In the Saddle with Availability Management: A Framework for Business Continuity
Availability managment is a proactive approach to systems management that identifies and responds to systems events -- before they cause larger problems or even a systems failure. Availability is maximized by continually monitoring system components, identifying events likely to occur and taking preventive action.
As the Internet economy continues to raise expectations and requirements for computing services, information technology is being transformed from an enabling technology to a strategic component of the business process. As a result, IT resources have become essential to the business’ goals, driving companies to operate and manage by service-level agreements.
At the same time, the growing gap between demand and supply of skilled IT staffs, the addition of more distributed servers, more applications and new technologies, standards and compatibility issues, all create a formidable challenge for the administrative staff who are held responsible for system operations. Even at a basic level, monitoring and repairing the most common system problems has become too time-consuming, complex and costly for most IT departments to manage.
To tackle these issues, administrators are increasingly turning to systems management solutions. Traditional system management tools produce voluminous reports and logs, tracking a great deal of information about system operations. More often than not, these tools produce an overwhelming quantity of raw historical data and alarm notifications, while providing limited assistance in actual problem prevention.

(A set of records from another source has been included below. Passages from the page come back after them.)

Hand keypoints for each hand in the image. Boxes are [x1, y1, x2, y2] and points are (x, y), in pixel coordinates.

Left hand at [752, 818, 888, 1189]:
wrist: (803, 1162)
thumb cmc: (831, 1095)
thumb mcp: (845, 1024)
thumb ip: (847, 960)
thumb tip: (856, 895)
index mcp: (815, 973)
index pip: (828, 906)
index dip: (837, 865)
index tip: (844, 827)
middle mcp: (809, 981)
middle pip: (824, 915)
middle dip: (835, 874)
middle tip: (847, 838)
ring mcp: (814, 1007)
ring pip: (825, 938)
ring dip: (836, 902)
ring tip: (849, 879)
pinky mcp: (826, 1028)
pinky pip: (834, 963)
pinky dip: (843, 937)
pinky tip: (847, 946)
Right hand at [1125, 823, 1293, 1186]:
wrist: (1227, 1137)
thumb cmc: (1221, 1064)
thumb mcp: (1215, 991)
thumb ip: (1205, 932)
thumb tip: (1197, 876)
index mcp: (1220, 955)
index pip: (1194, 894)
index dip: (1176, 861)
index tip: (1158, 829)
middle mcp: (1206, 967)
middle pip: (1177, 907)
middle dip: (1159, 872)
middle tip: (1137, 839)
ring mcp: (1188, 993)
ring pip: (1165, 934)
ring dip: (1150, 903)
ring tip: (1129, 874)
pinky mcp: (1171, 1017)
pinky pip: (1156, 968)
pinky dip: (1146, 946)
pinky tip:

While maintaining optimal availability is the system administrator’s primary mission, most administrators do not get the kind of assistance they need from management tools to effectively "prevent" availability lapses.
Management by System-Specific Intelligent Agents
Availability management – a new approach to systems management – involves proactively identifying and responding to system events that typically precede larger system problems, thereby preventing many types of common system failures, ranging from performance degradation to brief downtime to catastrophic failure. To maximize availability, this management solution continually monitors system components, such as CPU, memory, network connectivity and disk capacity, and their interactions, identifies events that are likely to occur and takes appropriate automatic actions to prevent a failure. By applying technical and business expertise and user-defined priorities, and by anticipating certain conditions affecting the system, analysts say that roughly 80 percent of the routine breakdowns can be averted.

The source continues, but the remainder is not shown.